Error: cannot run benchmark for chatglm2 6b (The same script works for llama2 7b)
Describe the bug
(py310) ubuntu@820e48bcba8b:~/llm$ python run.py --benchmark -m /model/chatglm2_6b/ --dtype bfloat16 --input-tokens 64 --batch-size 1 --num-iter 5 --num-warmup 1 --token-latency
Namespace(model_id='/model/chatglm2_6b/', dtype='bfloat16', input_tokens='64', max_new_tokens=32, prompt=None, config_file=None, greedy=False, ipex=False, deployment_mode=True, torch_compile=False, backend='ipex', profile=False, benchmark=True, num_iter=5, num_warmup=1, batch_size=1, token_latency=True)

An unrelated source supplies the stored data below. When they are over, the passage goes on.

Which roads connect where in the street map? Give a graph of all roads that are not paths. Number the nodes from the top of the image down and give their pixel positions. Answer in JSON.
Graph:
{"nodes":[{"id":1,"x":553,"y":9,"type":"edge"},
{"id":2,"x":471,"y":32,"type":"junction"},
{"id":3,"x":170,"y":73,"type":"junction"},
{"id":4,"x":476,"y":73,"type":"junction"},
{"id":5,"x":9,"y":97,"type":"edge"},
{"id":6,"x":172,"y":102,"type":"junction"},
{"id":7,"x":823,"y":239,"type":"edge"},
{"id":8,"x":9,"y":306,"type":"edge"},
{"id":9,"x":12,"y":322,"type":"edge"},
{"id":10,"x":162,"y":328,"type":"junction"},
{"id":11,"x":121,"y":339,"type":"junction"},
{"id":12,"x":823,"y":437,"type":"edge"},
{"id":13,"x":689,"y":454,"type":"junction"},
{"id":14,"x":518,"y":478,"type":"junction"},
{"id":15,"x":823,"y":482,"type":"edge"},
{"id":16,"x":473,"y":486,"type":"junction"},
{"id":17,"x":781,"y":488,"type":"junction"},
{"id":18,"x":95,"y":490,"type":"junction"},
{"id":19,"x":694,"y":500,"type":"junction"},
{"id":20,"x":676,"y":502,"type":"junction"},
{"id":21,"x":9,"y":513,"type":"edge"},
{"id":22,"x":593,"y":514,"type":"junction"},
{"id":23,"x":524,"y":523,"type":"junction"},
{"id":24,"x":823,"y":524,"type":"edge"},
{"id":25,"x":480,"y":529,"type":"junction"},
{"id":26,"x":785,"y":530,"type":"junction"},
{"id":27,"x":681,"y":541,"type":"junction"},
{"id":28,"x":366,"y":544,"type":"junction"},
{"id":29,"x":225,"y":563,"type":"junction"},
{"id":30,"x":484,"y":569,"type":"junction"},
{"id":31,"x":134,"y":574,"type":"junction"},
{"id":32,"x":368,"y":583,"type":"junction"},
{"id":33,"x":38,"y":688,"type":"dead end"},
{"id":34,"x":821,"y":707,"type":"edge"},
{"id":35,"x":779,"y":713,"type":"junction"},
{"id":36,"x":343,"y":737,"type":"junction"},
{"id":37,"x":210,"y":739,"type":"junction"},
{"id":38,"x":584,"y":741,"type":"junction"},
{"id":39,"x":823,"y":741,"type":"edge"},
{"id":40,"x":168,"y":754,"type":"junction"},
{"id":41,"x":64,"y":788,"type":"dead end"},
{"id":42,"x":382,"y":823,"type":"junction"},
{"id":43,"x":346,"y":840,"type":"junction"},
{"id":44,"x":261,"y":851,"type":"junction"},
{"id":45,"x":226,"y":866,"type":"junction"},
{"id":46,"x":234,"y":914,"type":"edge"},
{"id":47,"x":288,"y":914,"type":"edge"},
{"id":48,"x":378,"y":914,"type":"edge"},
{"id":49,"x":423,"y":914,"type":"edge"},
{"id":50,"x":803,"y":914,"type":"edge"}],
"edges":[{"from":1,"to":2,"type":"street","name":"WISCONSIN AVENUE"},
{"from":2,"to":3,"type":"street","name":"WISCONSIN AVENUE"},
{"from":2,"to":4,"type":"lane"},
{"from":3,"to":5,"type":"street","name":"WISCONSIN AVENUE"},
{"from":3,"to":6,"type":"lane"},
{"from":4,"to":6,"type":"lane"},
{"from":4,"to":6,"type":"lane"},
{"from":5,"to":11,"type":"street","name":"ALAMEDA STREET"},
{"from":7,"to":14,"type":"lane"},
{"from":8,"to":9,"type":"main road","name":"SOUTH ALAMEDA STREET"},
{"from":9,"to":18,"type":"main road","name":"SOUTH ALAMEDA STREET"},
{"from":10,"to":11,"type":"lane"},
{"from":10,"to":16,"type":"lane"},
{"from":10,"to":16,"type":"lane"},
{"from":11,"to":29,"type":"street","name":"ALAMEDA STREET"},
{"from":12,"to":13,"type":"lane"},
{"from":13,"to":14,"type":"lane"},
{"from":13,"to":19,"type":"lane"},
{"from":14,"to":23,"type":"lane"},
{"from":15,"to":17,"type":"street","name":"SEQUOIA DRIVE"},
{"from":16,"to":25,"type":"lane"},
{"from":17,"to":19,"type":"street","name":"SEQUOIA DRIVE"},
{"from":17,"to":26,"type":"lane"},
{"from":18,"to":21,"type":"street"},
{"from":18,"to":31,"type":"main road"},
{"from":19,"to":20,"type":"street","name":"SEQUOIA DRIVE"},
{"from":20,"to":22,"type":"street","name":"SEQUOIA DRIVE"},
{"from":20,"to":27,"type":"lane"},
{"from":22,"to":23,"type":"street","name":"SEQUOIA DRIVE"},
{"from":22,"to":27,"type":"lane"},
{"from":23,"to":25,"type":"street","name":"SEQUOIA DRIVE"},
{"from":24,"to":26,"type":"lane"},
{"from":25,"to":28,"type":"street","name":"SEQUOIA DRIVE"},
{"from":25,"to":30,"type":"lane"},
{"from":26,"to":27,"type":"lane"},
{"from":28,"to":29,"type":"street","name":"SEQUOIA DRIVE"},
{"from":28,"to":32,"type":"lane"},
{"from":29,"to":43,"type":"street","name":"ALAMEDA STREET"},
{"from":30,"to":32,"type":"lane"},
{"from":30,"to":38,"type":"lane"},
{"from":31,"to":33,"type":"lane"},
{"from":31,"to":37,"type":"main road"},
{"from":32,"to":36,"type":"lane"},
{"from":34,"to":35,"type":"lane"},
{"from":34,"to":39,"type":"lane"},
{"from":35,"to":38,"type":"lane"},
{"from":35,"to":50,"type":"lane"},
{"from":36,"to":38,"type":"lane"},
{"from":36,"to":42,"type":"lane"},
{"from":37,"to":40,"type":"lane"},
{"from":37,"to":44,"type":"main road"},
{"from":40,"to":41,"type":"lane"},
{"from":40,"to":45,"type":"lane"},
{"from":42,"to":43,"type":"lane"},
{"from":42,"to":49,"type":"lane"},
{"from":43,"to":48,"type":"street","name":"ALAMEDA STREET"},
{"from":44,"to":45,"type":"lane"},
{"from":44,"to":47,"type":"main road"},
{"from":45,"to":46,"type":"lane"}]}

Loading checkpoint shards: 100%|█████████████████████████████████████████████████████████████████████████████████████████████████████████████████████| 7/7 [00:01<00:00, 6.52it/s]
---- Prompt size: 64
/home/ubuntu/miniconda3/envs/py310/lib/python3.10/site-packages/transformers/generation/configuration_utils.py:392: UserWarning: do_sample is set to False. However, temperature is set to 0.9 -- this flag is only used in sample-based generation modes. You should set do_sample=True or unset temperature.
warnings.warn(
Traceback (most recent call last):
File "/home/ubuntu/llm/single_instance/run_generation.py", line 219, in
Versions
Versions of relevant libraries:
[pip3] intel-extension-for-pytorch==2.3.0+git401e950
[pip3] numpy==1.26.3
[pip3] torch==2.3.0.dev20240128+cpu
[conda] intel-extension-for-pytorch 2.3.0+git401e950 pypi_0 pypi
[conda] mkl 2023.1.0 h213fc3f_46344
[conda] numpy 1.26.3 pypi_0 pypi
[conda] torch 2.3.0.dev20240128+cpu pypi_0 pypi
@andyluo7 I will work on reproducing this issue and get back to you with findings.
Did you try passing in THUDM/chatglm2-6b directly as the model?
Issue reproduced. What version of transformers are you using? I have 4.37.0.
I will be working with the team to resolve your issue.
@alexsin368 , i have the same version of transformers 4.37.0 in the docker.
@andyluo7 I found out what's causing the issue. It's when you pass in --token-latency as an input argument. Take a look at lines 211 and 215:
https://github.com/intel/intel-extension-for-pytorch/blob/main/examples/cpu/inference/python/llm/single_instance/run_generation.py#L211-L215
For now, try running without --token-latency. I will escalate this and get it resolved in the next release.
@alexsin368 , i want to get the time to the first token so I used --token-latency.
@andyluo7 As a workaround for now, modify line 211 in run_generation.py script to gen_ids = output for now and it should work.
HI @andyluo7 @alexsin368 I could run chatglm2 model recently, and my library info is shown as below: [conda] intel-extension-for-pytorch 2.3.0+git6047b54 pypi_0 pypi [conda] mkl 2023.1.0 h213fc3f_46344 [conda] numpy 1.26.4 pypi_0 pypi [conda] torch 2.3.0.dev20240128+cpu pypi_0 pypi
I found we may need to do two below steps before running chatglm2 through IPEX LLM:
- upgrade huggingface transformer lib to be the latest
- made the below modification in chatglm2-6B config.json file: "torch_dtype": "float32", on my side, after doing above steps, I could run bf16 and smoothquant successfully.
hope it can help you.
@andyluo7 When running with --token-latency, you also need to add the --ipex argument. For you, does it work when you run:
python run.py --benchmark -m /model/chatglm2_6b/ --dtype bfloat16 --input-tokens 64 --batch-size 1 --num-iter 5 --num-warmup 1 --token-latency --ipex
@andyluo7 we have a PR merged that would give you a warning if you try to use the --token-latency without including the --ipex argument: https://github.com/intel-innersource/frameworks.ai.pytorch.ipex-cpu/pull/2639
If you have no other issues, we can close this GitHub issue.
Issue has been fixed. Closing issue.